#### RECORDS TO PROCESS

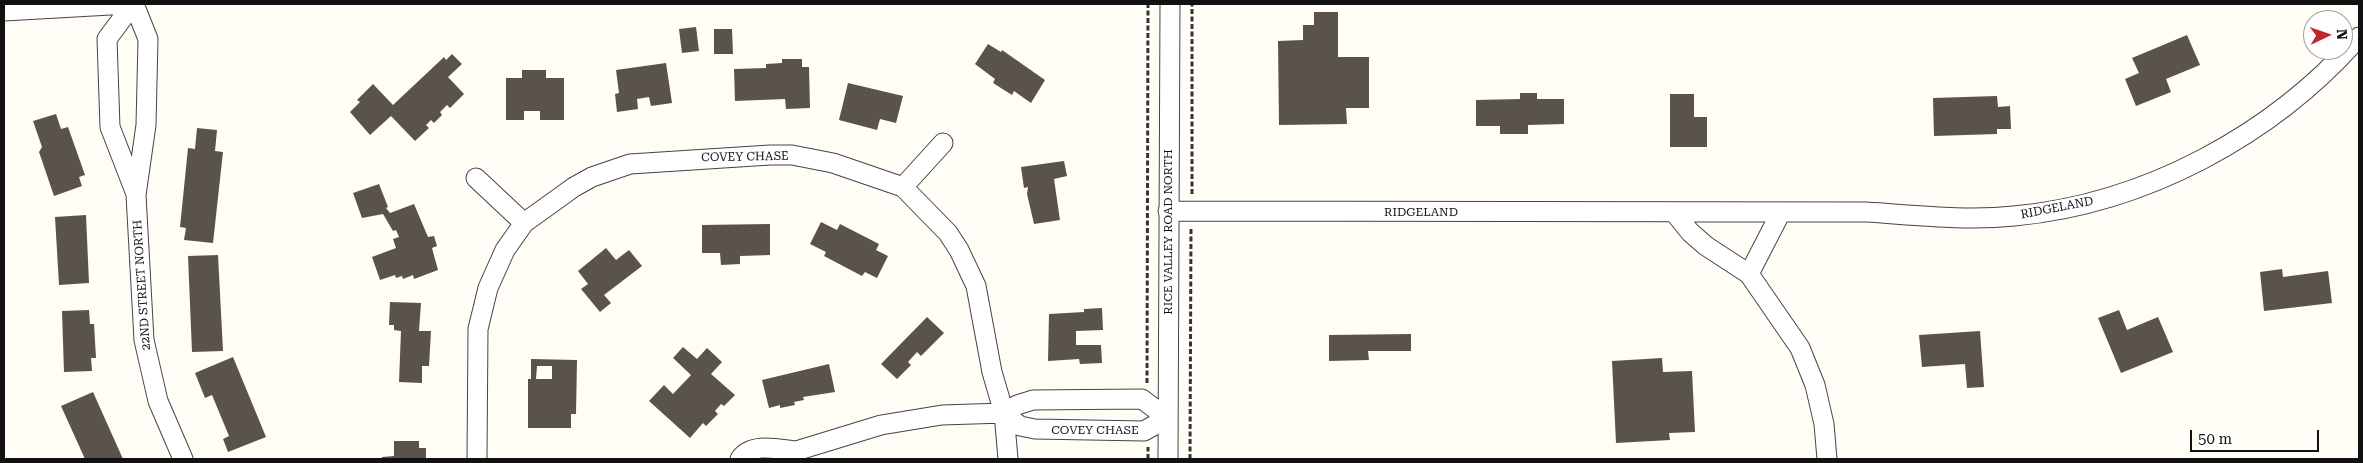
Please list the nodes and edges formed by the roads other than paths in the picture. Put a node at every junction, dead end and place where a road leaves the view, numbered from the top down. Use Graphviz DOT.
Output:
graph roads {
  1 [pos="128,4"];
  2 [pos="133,4"];
  3 [pos="1170,4"];
  4 [pos="4,11"];
  5 [pos="2359,37"];
  6 [pos="943,143"];
  7 [pos="476,178"];
  8 [pos="903,187"];
  9 [pos="136,195"];
  10 [pos="1168,211"];
  11 [pos="1674,212"];
  12 [pos="1780,212"];
  13 [pos="524,223"];
  14 [pos="1748,274"];
  15 [pos="1004,413"];
  16 [pos="1167,418"];
  17 [pos="792,455"];
  18 [pos="183,459"];
  19 [pos="477,459"];
  20 [pos="740,459"];
  21 [pos="1008,459"];
  22 [pos="1168,459"];
  23 [pos="1827,459"];
  1 -- 4 [label="street"];
  2 -- 9 [label="street, 22ND STREET NORTH"];
  2 -- 9 [label="street, 22ND STREET NORTH"];
  3 -- 10 [label="street, RICE VALLEY ROAD NORTH"];
  5 -- 12 [label="street, RIDGELAND"];
  6 -- 8 [label="street"];
  7 -- 13 [label="street"];
  8 -- 13 [label="street, COVEY CHASE"];
  8 -- 15 [label="street, COVEY CHASE"];
  9 -- 18 [label="street, 22ND STREET NORTH"];
  10 -- 11 [label="street, RIDGELAND"];
  10 -- 16 [label="street, RICE VALLEY ROAD NORTH"];
  11 -- 12 [label="street, RIDGELAND"];
  11 -- 14 [label="street"];
  12 -- 14 [label="street"];
  13 -- 19 [label="street, COVEY CHASE"];
  14 -- 23 [label="street"];
  15 -- 16 [label="street, COVEY CHASE"];
  15 -- 16 [label="street"];
  15 -- 17 [label="street"];
  15 -- 21 [label="street, COVEY CHASE"];
  16 -- 22 [label="street, RICE VALLEY ROAD NORTH"];
  17 -- 20 [label="street"];
}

########

■ **WHAT IS BEING ASKED**
Leave the pictures out and output all of the data verbatim.

■ **TASK RESPONSE**
Please list the nodes and edges formed by the roads other than paths in the picture. Put a node at every junction, dead end and place where a road leaves the view, numbered from the top down. Use Graphviz DOT.
Output:
graph roads {
  1 [pos="128,4"];
  2 [pos="133,4"];
  3 [pos="1170,4"];
  4 [pos="4,11"];
  5 [pos="2359,37"];
  6 [pos="943,143"];
  7 [pos="476,178"];
  8 [pos="903,187"];
  9 [pos="136,195"];
  10 [pos="1168,211"];
  11 [pos="1674,212"];
  12 [pos="1780,212"];
  13 [pos="524,223"];
  14 [pos="1748,274"];
  15 [pos="1004,413"];
  16 [pos="1167,418"];
  17 [pos="792,455"];
  18 [pos="183,459"];
  19 [pos="477,459"];
  20 [pos="740,459"];
  21 [pos="1008,459"];
  22 [pos="1168,459"];
  23 [pos="1827,459"];
  1 -- 4 [label="street"];
  2 -- 9 [label="street, 22ND STREET NORTH"];
  2 -- 9 [label="street, 22ND STREET NORTH"];
  3 -- 10 [label="street, RICE VALLEY ROAD NORTH"];
  5 -- 12 [label="street, RIDGELAND"];
  6 -- 8 [label="street"];
  7 -- 13 [label="street"];
  8 -- 13 [label="street, COVEY CHASE"];
  8 -- 15 [label="street, COVEY CHASE"];
  9 -- 18 [label="street, 22ND STREET NORTH"];
  10 -- 11 [label="street, RIDGELAND"];
  10 -- 16 [label="street, RICE VALLEY ROAD NORTH"];
  11 -- 12 [label="street, RIDGELAND"];
  11 -- 14 [label="street"];
  12 -- 14 [label="street"];
  13 -- 19 [label="street, COVEY CHASE"];
  14 -- 23 [label="street"];
  15 -- 16 [label="street, COVEY CHASE"];
  15 -- 16 [label="street"];
  15 -- 17 [label="street"];
  15 -- 21 [label="street, COVEY CHASE"];
  16 -- 22 [label="street, RICE VALLEY ROAD NORTH"];
  17 -- 20 [label="street"];
}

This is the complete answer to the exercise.